Dataset excerpts Start Marker

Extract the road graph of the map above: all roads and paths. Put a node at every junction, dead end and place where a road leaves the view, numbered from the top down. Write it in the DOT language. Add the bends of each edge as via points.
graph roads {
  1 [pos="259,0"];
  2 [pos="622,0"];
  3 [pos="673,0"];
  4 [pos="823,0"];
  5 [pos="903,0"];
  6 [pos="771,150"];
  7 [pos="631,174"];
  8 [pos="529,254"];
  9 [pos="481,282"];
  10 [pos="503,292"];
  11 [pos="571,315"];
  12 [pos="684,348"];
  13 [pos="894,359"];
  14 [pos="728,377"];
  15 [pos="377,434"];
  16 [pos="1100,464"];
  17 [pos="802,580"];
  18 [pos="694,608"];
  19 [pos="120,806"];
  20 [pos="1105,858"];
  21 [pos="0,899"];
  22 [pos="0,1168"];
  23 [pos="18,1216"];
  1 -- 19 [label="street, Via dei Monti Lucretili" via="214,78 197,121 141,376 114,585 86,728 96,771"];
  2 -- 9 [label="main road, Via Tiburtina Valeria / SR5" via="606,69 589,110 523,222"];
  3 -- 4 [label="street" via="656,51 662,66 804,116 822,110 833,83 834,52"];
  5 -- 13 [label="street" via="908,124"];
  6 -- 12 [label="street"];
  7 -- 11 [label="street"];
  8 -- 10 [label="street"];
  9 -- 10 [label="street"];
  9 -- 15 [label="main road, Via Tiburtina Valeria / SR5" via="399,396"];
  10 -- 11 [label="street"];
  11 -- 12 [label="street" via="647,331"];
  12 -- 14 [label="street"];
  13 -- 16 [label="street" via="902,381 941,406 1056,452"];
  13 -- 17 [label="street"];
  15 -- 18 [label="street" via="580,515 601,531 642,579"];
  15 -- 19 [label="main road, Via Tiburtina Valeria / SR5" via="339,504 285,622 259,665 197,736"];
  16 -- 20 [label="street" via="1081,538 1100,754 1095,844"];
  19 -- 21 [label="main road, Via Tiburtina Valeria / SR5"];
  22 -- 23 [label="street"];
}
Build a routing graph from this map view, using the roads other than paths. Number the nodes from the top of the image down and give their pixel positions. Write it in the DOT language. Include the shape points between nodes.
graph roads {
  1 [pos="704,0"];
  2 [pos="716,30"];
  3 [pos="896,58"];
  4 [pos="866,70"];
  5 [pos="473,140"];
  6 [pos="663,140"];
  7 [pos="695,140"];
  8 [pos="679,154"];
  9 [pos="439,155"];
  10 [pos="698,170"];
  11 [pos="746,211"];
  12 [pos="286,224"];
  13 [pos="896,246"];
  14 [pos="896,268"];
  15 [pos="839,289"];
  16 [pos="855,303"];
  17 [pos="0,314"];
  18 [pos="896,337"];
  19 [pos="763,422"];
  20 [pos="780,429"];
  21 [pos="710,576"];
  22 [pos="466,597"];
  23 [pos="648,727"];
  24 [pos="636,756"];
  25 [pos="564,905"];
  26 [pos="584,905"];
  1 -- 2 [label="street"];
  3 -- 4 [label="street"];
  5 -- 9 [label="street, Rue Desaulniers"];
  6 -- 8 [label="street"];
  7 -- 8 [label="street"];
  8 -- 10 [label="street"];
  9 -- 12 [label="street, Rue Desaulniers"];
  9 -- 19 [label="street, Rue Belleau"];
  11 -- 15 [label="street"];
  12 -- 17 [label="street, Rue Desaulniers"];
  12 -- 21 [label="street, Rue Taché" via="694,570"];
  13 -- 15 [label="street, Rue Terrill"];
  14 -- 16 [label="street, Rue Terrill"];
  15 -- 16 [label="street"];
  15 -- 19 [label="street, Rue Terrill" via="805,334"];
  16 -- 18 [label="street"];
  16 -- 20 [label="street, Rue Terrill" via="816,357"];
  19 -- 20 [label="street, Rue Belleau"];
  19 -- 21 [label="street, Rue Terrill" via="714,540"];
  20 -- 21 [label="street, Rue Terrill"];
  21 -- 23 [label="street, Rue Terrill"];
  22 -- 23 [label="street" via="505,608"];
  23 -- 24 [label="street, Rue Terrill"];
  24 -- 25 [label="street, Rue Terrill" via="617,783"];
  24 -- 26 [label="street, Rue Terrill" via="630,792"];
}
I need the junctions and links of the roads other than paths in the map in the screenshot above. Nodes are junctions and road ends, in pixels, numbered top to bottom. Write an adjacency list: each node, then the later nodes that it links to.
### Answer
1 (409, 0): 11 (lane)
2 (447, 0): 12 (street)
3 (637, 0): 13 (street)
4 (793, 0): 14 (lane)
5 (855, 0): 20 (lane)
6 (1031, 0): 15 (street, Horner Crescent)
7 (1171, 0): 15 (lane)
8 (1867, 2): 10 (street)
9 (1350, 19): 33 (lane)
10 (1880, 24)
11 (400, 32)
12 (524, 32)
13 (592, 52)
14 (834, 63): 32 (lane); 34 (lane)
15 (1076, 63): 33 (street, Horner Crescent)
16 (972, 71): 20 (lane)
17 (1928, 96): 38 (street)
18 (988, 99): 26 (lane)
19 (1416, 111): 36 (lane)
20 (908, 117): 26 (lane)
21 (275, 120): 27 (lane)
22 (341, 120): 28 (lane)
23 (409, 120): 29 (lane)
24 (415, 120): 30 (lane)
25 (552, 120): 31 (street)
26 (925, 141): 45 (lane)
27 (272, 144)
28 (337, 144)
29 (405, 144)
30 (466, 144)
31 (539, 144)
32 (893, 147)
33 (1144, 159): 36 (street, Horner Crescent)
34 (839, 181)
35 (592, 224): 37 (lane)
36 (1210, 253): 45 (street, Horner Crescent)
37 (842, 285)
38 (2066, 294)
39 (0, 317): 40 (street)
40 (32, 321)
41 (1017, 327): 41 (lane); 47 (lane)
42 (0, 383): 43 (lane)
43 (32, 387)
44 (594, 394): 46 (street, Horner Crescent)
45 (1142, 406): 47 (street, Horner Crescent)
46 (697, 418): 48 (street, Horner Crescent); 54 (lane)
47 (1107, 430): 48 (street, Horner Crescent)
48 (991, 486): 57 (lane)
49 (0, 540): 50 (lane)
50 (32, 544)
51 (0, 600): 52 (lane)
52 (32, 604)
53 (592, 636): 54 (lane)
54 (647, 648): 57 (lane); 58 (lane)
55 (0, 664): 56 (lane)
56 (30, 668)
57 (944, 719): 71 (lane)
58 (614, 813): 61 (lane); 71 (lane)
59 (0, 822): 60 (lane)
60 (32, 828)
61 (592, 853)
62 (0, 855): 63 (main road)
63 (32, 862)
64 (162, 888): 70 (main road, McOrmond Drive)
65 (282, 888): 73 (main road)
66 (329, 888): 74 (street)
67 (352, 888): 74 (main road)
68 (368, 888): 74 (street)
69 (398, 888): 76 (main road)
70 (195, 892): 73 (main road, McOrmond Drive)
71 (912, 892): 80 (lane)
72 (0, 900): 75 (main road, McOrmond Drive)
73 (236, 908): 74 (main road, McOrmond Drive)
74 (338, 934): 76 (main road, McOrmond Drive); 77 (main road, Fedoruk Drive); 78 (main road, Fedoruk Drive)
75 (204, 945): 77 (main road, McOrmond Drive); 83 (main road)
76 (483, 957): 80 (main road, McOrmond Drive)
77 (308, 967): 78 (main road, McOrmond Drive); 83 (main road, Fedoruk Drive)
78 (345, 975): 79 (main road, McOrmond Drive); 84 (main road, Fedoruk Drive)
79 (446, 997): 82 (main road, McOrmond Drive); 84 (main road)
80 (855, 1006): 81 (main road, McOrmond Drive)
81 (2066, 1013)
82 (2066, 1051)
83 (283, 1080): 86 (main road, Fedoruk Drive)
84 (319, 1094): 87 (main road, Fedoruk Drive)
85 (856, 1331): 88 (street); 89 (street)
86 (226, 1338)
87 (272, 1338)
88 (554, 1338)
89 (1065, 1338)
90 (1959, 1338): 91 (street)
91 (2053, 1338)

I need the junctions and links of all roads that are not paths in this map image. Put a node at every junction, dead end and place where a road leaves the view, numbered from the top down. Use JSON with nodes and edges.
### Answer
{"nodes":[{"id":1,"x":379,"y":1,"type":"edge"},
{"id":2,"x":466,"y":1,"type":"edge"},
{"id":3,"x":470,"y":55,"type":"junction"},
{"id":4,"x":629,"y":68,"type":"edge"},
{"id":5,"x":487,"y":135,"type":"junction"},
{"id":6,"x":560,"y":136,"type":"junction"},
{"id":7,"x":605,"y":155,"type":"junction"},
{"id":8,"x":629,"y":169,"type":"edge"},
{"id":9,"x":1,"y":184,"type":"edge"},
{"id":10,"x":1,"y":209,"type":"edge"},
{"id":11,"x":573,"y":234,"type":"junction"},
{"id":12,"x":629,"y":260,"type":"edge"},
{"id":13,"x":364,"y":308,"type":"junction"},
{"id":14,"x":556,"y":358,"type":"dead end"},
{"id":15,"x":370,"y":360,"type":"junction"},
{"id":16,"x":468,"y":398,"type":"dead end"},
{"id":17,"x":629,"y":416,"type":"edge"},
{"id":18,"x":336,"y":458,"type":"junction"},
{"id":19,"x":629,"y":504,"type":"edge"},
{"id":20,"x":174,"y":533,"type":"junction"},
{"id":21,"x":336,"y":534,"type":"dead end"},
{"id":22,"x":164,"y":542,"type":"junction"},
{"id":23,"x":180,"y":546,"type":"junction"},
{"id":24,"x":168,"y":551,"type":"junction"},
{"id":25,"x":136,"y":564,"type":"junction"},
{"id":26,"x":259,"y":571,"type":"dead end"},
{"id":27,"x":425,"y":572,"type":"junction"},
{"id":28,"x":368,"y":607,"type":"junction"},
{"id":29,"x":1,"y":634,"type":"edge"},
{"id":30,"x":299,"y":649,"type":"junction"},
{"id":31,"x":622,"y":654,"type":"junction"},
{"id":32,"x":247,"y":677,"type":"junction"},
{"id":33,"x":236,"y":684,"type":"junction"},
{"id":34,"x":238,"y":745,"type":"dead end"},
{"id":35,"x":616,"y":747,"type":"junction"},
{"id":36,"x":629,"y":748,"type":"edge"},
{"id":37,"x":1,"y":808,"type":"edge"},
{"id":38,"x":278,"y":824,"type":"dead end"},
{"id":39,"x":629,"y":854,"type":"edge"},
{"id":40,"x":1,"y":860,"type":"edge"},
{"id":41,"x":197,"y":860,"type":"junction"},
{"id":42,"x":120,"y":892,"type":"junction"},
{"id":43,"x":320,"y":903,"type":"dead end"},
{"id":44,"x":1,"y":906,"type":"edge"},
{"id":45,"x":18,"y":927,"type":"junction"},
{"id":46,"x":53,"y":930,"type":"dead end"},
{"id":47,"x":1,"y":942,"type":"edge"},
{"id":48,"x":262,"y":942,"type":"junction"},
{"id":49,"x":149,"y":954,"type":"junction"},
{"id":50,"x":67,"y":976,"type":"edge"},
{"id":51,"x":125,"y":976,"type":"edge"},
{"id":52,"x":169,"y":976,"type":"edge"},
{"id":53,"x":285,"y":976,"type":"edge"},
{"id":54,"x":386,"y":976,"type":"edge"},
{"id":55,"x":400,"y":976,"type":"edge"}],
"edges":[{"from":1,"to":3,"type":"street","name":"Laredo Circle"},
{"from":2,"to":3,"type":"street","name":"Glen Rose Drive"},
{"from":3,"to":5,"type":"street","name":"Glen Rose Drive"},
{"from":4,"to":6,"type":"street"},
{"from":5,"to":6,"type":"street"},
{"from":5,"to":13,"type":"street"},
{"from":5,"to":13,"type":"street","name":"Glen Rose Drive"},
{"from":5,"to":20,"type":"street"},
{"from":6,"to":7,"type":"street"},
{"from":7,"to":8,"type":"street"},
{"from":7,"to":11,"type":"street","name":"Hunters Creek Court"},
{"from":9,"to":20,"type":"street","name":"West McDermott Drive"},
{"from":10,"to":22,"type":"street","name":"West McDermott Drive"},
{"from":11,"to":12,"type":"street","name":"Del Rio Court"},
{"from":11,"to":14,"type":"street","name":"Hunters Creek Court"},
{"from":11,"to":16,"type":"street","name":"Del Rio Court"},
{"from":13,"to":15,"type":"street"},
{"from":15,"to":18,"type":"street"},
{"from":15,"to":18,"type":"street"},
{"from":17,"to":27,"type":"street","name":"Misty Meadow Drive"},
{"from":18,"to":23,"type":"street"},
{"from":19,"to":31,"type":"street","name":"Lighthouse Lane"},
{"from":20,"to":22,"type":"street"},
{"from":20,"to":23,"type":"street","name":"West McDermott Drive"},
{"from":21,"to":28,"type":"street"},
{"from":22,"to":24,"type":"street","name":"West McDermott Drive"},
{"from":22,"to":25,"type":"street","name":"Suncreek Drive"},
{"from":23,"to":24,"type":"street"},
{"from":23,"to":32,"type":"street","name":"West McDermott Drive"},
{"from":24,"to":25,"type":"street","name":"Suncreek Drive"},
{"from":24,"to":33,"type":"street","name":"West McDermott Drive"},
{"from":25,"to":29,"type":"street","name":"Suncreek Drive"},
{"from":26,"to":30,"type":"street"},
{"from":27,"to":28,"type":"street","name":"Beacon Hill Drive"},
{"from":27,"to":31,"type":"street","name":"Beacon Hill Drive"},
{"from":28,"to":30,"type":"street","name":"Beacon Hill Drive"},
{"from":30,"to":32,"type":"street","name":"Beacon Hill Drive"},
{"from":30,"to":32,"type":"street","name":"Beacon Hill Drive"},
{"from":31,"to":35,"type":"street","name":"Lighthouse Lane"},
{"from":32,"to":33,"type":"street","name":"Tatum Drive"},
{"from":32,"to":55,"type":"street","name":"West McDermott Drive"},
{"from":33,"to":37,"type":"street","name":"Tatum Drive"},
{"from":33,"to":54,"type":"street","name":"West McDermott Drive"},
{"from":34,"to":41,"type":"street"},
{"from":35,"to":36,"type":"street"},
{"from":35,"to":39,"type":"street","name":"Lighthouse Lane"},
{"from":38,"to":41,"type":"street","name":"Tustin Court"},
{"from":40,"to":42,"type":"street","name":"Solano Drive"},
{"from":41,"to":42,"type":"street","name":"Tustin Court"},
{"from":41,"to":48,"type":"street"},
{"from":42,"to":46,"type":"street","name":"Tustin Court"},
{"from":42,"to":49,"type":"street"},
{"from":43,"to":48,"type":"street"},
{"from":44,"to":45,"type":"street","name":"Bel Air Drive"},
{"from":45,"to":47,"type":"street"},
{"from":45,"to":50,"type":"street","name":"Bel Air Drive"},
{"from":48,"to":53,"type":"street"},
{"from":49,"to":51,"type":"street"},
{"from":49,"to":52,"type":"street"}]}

Dataset excerpts End Marker

### Exercise aim:
Considering only lines of the records that hold the string "Rose", state how many there are and nothing else.

### Output for this exercise:
3